Wherever the string "bridge" shows up in the records below, return that line.
─── Data supplied
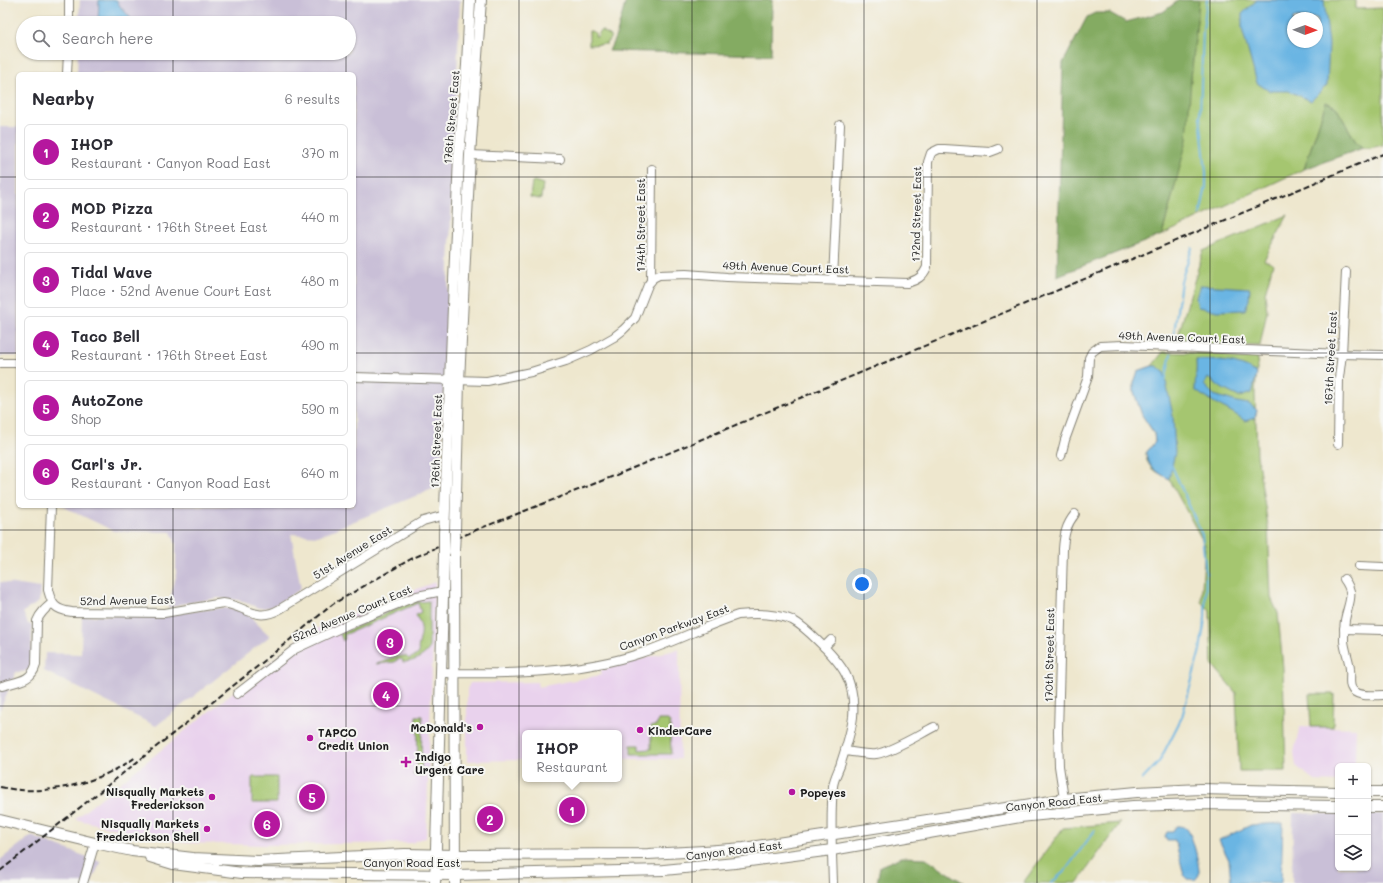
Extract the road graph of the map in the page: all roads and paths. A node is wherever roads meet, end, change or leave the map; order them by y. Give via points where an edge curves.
1 (69, 0) edge
2 (470, 0) edge
3 (481, 0) edge
4 (69, 16) edge
5 (68, 60) edge
6 (467, 65) junction
7 (67, 72) edge
8 (840, 125) dead end
9 (471, 141) junction
10 (998, 149) dead end
11 (470, 155) junction
12 (560, 159) dead end
13 (652, 169) dead end
14 (1346, 272) dead end
15 (920, 278) joint
16 (833, 280) junction
17 (651, 281) junction
18 (1342, 354) junction
19 (1383, 355) edge
20 (0, 363) edge
21 (16, 363) edge
22 (356, 377) edge
23 (455, 380) junction
24 (1338, 444) dead end
25 (1061, 456) dead end
26 (51, 508) edge
27 (445, 514) junction
28 (1075, 514) dead end
29 (1359, 566) dead end
30 (1383, 567) edge
31 (1344, 579) dead end
32 (443, 591) junction
33 (52, 603) junction
34 (274, 613) joint
35 (1344, 629) junction
36 (1383, 630) edge
37 (831, 640) dead end
38 (824, 647) junction
39 (442, 673) junction
40 (455, 673) junction
41 (2, 686) dead end
42 (237, 694) dead end
43 (1383, 695) edge
44 (934, 727) dead end
45 (845, 751) junction
46 (1335, 792) edge
47 (1371, 792) edge
48 (1383, 792) edge
49 (1064, 799) junction
50 (1335, 806) edge
51 (1371, 807) edge
52 (1383, 807) edge
53 (1020, 817) junction
54 (0, 820) edge
55 (831, 834) junction
56 (95, 843) junction
57 (832, 850) junction
58 (132, 851) junction
59 (436, 855) junction
60 (456, 855) junction
61 (435, 879) edge
62 (456, 879) edge
63 (84, 883) edge
64 (833, 883) edge

1 - 4 street
2 - 6 main road, 176th Street East
3 - 9 main road, 176th Street East
5 - 7 street
6 - 9 main road via 471,69 468,127
6 - 23 main road, 176th Street East via 459,155
8 - 16 street
9 - 11 main road, 176th Street East
10 - 15 street, 172nd Street East via 990,152 944,149 933,151 928,162 926,270
11 - 12 street
11 - 23 main road, 176th Street East
13 - 17 street, 174th Street East
14 - 18 street, 167th Street East
15 - 16 street, 49th Avenue Court East via 907,283
16 - 17 street, 49th Avenue Court East via 686,274 659,275
17 - 23 street via 632,322 614,337 591,350 531,372 487,381
18 - 19 street, 49th Avenue Court East
18 - 24 street, 167th Street East
18 - 25 street, 49th Avenue Court East via 1100,346 1089,358 1088,377
20 - 21 street
22 - 23 street
23 - 27 main road, 176th Street East
23 - 40 main road, 176th Street East, bridge
26 - 33 street via 48,590
27 - 32 main road, 176th Street East, bridge
27 - 34 street, 51st Avenue East via 423,521
28 - 49 street, 170th Street East via 1067,525 1063,549 1058,732 1059,766
29 - 30 street
31 - 35 street via 1351,594
32 - 39 main road, 176th Street East
32 - 42 street, 52nd Avenue Court East via 417,596 295,649
33 - 34 street, 52nd Avenue East via 60,609 72,612 164,613 223,603 256,615
33 - 41 street via 37,621 34,672 29,678
35 - 36 street
35 - 43 street via 1352,689 1361,694
37 - 38 street
38 - 40 street, Canyon Parkway East via 804,627 792,620 752,613 725,619 642,653 589,666 503,673
38 - 45 street, Canyon Parkway East via 842,667 854,700 851,729
39 - 40 street, Canyon Parkway East
39 - 59 main road, 176th Street East
40 - 60 main road, 176th Street East
44 - 45 street via 878,754
45 - 55 street, Canyon Parkway East via 833,784
46 - 49 main road, Canyon Road East via 1201,789
47 - 48 main road
49 - 53 main road via 1059,806
49 - 55 main road, Canyon Road East
50 - 53 main road, Canyon Road East via 1133,806
51 - 52 main road
53 - 57 main road, Canyon Road East
54 - 56 main road, Canyon Road East
55 - 57 street
55 - 60 main road, Canyon Road East via 744,848 697,852
56 - 58 main road, Canyon Road East
56 - 63 street
57 - 62 main road, Canyon Road East via 664,870
57 - 64 street
58 - 59 main road, Canyon Road East via 193,858 258,861 405,854
58 - 61 main road, Canyon Road East via 173,864 242,873
59 - 60 main road, Canyon Road East
59 - 61 main road, 176th Street East
60 - 62 main road, 176th Street East
61 - 62 main road, Canyon Road East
──────
» Written response:
23 - 40 main road, 176th Street East, bridge
27 - 32 main road, 176th Street East, bridge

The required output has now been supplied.